>>>

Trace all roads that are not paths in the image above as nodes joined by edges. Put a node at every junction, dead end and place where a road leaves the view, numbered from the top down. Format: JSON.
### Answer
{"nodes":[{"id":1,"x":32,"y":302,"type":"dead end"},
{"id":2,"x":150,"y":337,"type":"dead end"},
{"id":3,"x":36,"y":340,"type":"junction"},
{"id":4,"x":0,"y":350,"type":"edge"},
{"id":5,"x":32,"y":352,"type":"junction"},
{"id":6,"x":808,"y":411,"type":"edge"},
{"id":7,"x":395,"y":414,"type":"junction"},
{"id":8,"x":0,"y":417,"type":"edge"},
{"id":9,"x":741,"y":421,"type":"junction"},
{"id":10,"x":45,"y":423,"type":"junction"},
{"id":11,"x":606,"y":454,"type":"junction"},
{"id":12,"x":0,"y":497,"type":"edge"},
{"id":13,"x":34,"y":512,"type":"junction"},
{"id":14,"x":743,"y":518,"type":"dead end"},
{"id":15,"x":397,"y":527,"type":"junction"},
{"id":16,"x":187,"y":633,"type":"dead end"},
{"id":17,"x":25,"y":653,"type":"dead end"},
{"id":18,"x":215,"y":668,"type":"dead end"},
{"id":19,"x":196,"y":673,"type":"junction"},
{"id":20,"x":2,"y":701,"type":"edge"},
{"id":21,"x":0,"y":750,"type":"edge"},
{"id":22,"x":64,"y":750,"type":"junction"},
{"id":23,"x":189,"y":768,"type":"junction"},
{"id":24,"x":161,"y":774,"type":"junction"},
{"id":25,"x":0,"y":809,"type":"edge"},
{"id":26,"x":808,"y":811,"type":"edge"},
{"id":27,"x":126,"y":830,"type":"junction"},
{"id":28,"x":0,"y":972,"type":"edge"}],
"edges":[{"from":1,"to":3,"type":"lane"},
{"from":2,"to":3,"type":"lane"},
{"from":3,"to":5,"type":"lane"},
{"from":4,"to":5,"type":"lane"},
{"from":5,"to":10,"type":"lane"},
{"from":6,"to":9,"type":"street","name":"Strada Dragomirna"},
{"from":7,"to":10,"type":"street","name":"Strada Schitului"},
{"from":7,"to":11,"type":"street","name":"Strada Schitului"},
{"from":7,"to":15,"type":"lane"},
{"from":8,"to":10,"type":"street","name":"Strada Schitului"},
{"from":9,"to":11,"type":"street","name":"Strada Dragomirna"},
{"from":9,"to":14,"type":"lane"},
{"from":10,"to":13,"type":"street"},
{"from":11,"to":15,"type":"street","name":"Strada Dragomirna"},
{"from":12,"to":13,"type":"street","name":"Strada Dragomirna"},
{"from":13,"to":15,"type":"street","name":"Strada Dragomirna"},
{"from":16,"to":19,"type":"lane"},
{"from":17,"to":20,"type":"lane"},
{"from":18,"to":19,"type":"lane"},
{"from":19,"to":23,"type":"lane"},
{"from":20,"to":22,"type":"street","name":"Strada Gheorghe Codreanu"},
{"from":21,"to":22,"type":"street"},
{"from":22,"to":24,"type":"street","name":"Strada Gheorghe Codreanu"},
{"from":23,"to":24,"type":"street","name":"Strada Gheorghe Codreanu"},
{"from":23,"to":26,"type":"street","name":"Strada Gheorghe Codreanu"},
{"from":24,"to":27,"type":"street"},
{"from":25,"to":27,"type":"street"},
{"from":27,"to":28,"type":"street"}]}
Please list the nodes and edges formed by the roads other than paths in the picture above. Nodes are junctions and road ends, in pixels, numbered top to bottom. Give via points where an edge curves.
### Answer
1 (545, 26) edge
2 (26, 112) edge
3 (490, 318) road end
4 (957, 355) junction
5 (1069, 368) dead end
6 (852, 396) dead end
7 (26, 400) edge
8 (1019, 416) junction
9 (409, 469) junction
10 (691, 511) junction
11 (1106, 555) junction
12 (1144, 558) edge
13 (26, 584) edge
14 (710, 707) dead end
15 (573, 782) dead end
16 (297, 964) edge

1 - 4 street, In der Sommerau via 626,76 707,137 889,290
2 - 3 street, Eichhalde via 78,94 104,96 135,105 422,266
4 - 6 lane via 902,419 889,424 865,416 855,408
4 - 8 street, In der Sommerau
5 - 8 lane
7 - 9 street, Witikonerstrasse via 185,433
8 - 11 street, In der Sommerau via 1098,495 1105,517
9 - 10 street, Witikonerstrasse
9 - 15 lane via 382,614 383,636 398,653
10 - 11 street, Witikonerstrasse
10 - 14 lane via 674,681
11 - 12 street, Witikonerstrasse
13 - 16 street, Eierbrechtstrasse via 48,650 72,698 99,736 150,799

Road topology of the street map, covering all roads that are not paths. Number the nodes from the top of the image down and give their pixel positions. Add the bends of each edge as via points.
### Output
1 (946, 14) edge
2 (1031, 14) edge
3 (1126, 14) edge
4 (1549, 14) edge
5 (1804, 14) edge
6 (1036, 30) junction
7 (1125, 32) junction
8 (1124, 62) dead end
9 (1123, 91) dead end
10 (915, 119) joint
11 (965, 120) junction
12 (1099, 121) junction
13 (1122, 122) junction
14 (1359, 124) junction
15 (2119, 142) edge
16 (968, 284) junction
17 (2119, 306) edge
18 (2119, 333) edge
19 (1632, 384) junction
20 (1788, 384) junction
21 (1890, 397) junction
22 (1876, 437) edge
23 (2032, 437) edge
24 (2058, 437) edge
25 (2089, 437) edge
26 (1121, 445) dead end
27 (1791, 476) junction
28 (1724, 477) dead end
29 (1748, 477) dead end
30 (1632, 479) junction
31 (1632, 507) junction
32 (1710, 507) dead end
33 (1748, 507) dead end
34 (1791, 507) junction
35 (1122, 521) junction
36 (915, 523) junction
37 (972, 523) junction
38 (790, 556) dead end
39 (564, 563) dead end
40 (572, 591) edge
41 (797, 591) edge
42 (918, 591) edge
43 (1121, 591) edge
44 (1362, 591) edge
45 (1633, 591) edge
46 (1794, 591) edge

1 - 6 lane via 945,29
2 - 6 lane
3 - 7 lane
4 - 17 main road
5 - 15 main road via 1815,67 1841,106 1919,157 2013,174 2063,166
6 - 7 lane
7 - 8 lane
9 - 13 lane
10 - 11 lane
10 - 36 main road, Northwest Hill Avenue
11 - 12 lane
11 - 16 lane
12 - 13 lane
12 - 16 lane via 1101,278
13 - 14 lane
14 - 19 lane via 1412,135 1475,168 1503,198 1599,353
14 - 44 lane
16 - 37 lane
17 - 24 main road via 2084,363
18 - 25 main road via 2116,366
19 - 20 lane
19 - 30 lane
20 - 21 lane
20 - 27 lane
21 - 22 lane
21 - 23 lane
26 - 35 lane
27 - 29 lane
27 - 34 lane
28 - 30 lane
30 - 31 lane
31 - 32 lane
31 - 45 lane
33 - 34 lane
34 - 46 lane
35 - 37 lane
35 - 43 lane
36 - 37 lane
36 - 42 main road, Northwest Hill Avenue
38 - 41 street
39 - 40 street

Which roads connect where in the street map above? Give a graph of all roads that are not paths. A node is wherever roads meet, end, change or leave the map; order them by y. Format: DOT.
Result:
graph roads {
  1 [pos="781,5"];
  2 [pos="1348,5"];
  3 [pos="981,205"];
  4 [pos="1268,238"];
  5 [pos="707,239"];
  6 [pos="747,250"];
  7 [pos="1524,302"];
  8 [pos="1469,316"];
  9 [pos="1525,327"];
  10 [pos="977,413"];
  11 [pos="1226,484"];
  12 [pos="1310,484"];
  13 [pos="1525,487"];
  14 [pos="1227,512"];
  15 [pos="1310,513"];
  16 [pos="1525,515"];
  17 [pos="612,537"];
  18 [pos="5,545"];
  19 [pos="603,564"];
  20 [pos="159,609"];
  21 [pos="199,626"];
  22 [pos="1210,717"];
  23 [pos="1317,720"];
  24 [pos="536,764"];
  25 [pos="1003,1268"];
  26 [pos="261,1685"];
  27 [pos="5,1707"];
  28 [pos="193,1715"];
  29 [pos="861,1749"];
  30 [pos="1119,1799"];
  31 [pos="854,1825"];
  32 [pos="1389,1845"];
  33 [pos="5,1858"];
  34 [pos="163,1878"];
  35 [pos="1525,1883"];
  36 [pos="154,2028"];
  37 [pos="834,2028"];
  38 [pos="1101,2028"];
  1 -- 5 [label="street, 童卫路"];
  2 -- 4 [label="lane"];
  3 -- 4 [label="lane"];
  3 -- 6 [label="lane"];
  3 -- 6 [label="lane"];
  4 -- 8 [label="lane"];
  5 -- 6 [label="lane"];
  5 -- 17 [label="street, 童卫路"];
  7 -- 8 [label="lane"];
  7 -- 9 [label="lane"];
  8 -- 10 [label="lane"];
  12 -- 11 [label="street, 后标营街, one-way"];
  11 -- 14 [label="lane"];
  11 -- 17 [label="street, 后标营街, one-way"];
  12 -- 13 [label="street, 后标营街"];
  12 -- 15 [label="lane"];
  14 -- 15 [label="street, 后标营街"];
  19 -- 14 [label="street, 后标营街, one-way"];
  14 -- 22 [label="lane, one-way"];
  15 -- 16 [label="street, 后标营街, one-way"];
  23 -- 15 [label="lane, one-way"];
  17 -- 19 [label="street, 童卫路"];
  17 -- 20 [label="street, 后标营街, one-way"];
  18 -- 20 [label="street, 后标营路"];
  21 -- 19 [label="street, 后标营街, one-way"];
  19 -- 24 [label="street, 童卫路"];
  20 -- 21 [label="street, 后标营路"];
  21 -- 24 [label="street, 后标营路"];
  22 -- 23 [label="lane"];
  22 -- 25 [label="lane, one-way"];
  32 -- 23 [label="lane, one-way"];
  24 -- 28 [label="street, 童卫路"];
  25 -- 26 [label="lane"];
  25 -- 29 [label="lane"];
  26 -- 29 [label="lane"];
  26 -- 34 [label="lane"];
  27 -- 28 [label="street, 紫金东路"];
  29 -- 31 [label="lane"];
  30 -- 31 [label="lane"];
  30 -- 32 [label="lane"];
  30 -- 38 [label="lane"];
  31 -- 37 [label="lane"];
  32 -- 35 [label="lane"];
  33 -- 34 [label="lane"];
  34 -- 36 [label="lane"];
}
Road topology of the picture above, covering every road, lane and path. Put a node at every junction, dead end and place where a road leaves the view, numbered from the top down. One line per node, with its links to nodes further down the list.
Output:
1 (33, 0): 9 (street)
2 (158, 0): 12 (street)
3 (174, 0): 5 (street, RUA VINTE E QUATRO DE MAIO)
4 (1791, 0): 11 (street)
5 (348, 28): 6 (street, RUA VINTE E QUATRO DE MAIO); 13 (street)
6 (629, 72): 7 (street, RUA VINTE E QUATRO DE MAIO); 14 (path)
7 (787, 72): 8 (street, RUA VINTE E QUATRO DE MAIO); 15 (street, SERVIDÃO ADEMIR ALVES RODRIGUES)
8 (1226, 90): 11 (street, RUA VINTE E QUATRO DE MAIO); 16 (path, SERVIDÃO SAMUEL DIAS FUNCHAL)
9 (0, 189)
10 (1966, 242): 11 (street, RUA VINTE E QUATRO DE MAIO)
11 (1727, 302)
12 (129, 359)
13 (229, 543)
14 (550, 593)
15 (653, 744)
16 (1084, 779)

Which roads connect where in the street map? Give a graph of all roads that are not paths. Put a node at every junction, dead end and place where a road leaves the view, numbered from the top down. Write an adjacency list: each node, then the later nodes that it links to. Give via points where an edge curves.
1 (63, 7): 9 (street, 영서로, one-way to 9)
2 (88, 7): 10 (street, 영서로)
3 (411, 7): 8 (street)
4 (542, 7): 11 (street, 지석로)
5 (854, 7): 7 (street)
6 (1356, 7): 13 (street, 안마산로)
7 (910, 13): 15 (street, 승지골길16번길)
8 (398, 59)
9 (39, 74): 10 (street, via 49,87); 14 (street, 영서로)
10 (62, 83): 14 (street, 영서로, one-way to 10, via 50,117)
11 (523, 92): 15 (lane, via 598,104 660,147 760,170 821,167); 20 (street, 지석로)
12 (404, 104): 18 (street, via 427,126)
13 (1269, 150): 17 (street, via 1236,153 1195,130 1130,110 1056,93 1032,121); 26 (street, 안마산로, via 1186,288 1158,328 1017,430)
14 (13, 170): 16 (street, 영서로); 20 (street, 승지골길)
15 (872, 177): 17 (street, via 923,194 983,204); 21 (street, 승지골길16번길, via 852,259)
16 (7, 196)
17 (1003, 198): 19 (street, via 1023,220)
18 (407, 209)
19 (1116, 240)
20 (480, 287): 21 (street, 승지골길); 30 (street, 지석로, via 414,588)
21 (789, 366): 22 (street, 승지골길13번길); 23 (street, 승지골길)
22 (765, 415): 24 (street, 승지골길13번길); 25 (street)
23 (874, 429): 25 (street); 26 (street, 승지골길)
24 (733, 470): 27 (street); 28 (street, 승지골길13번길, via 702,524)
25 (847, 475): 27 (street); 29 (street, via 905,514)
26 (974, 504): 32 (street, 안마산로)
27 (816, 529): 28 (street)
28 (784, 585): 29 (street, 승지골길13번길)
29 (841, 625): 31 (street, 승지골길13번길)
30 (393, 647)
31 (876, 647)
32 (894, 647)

<<<

What to do:
All lines of the records above that contain the word "curves" are to be copied out.

Answer space:
Please list the nodes and edges formed by the roads other than paths in the picture above. Nodes are junctions and road ends, in pixels, numbered top to bottom. Give via points where an edge curves.
Which roads connect where in the street map? Give a graph of all roads that are not paths. Put a node at every junction, dead end and place where a road leaves the view, numbered from the top down. Write an adjacency list: each node, then the later nodes that it links to. Give via points where an edge curves.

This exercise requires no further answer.